Note that during a few seconds, nothing will happen, but after a minute or so, the terminal should present something similar to the below image:

请注意，在几秒钟之内，什么都不会发生，但是在一分钟左右之后，终端应该显示类似于下图的内容：

However, more important, an image will appear on an independent OpenCV window:

但是，更重要的是，图像将出现在独立的OpenCV窗口中：

Great! The images are proof that everything was properly installed and working fine! We will enter in more detail in the next section. However, for a quick explanation about what the four images mean, the top-left (“Result”) is the pose detection skeleton drawn having the original image (in this case, ski.jpg) as background. The top-right image is a “heat map”, where the “parts detected” (Ss) are shown, and both bottom images show the part association (Ls). The “Result” is the connected S’s and L’s to individual persons.

大！这些图像证明一切都已正确安装并且可以正常工作！我们将在下一部分中更详细地输入。但是，为了快速解释这四个图像的含义，左上角(“结果”)是绘制的姿势检测骨架，该骨架以原始图像(在这种情况下为ski.jpg)作为背景。右上方的图像是“热图”，其中显示了“检测到的零件”(Ss)，两个底部图像都显示了零件关联(Ls)。 “结果”是将S和L连接到个人。

The next test is a live video:

下一个测试是现场视频：

If the computer has only one camera installed, use: camera=0

如果计算机仅安装了一个摄像头，请使用：camera = 0

python run_webcam.py --model=mobilenet_thin --resize=432x368 --camera=1

If everything goes well, a window will appear with a real live video, like this screenshot:

如果一切顺利，将出现一个带有实时视频的窗口，如以下屏幕截图所示：

Image source: PrintScreen Author’s WebCam

第2部分-深入了解图像中的姿势估计 (Part 2 — Going Deeper with Pose Estimation in Images)
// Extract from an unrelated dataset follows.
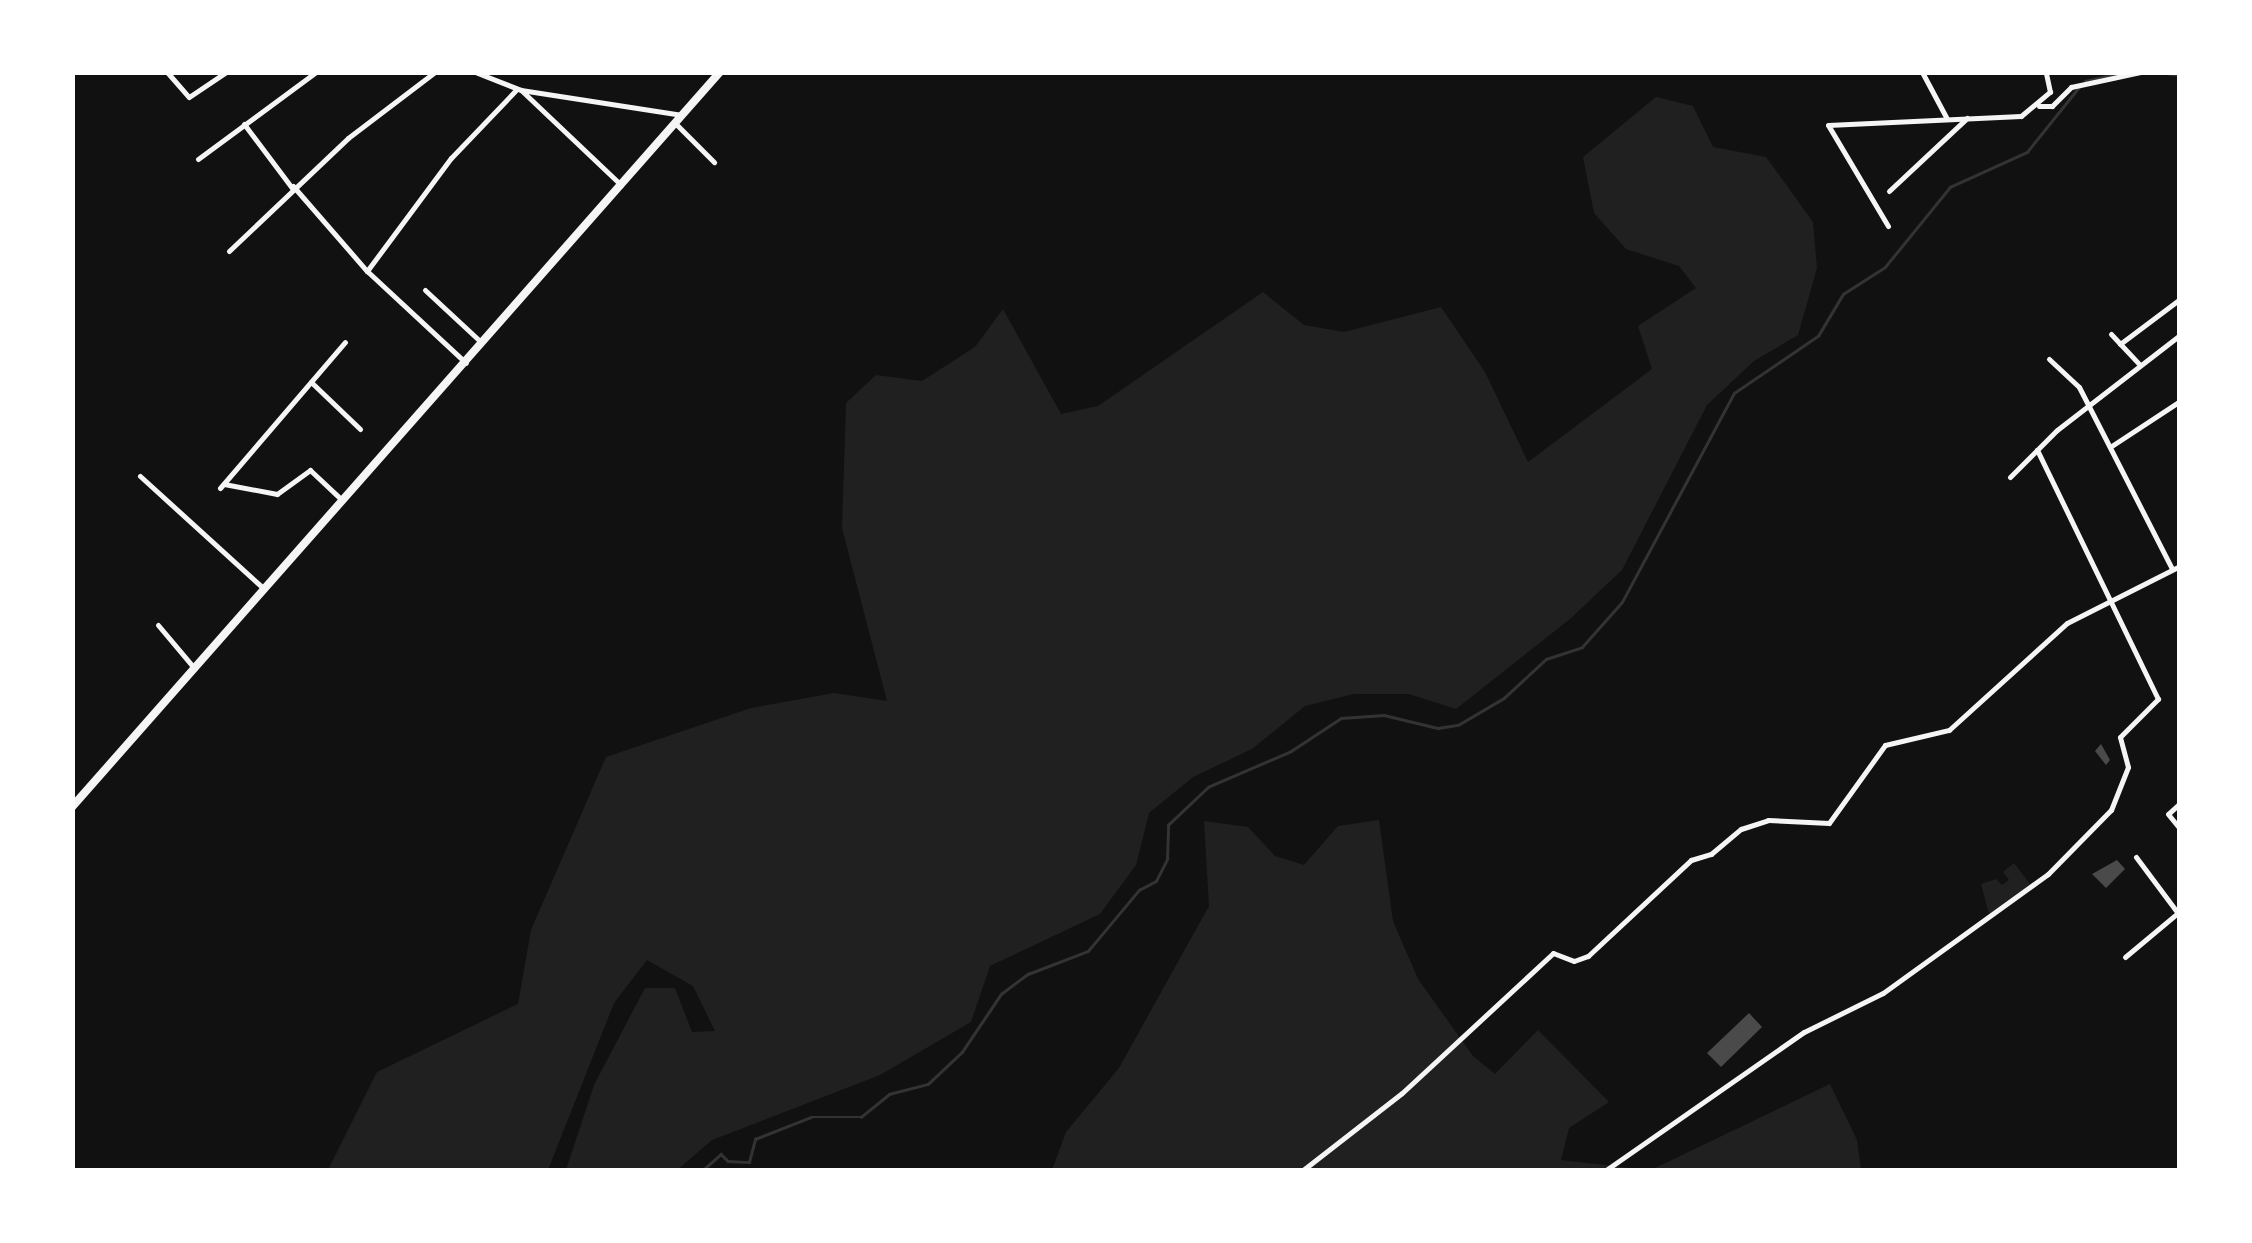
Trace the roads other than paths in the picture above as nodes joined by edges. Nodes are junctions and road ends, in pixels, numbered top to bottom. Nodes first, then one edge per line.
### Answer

In this section, we will go more in-depth with our TensorFlow Pose Estimation implementation. It is advised to follow the article, trying to reproduce Jupyter Notebook: 10_Pose_Estimation_Images, which can be downloaded from Project GitHub.

在本节中，我们将更深入地研究TensorFlow姿势估计实现。建议遵循该文章，尝试重现Jupyter Notebook： 10_Pose_Estimation_Images ，可以从GitHub项目下载。

As a reference, this project was 100% developed on a MacPro (2.9Hhz Quad-Core i7 16GB 2133Mhz RAM).

作为参考，该项目是在MacPro(2.9Hhz四核i7 16GB 2133Mhz RAM)上进行的100％开发。

导入库 (Import Libraries)

import sysimport timeimport loggingimport numpy as npimport matplotlib.pyplot as pltimport cv2from tf_pose import commonfrom tf_pose.estimator import TfPoseEstimatorfrom tf_pose.networks import get_graph_path, model_wh

模型定义和TfPose估算器创建 (Model definition and TfPose Estimator creation)

It is possible to use the models located on model/graph sub-directory, as mobilenet_v2_large or cmu (VGG pretrained model).

可以将模型/图形子目录中的模型用作mobilenet_v2_large或cmu(VGG预训练模型)。

For cmu, the *.pb files were not downloaded during installation, because they are significant in size. To use it, run the bash script download.sh that is located on /cmu sub-directory.

对于cmu，*。pb文件在安装期间未下载，因为它们的大小很大。要使用它，请运行/ cmu子目录中的bash脚本download.sh 。

This project uses mobilenet_thin (MobilenetV1), considering that all images used should be reshaped to 432x368.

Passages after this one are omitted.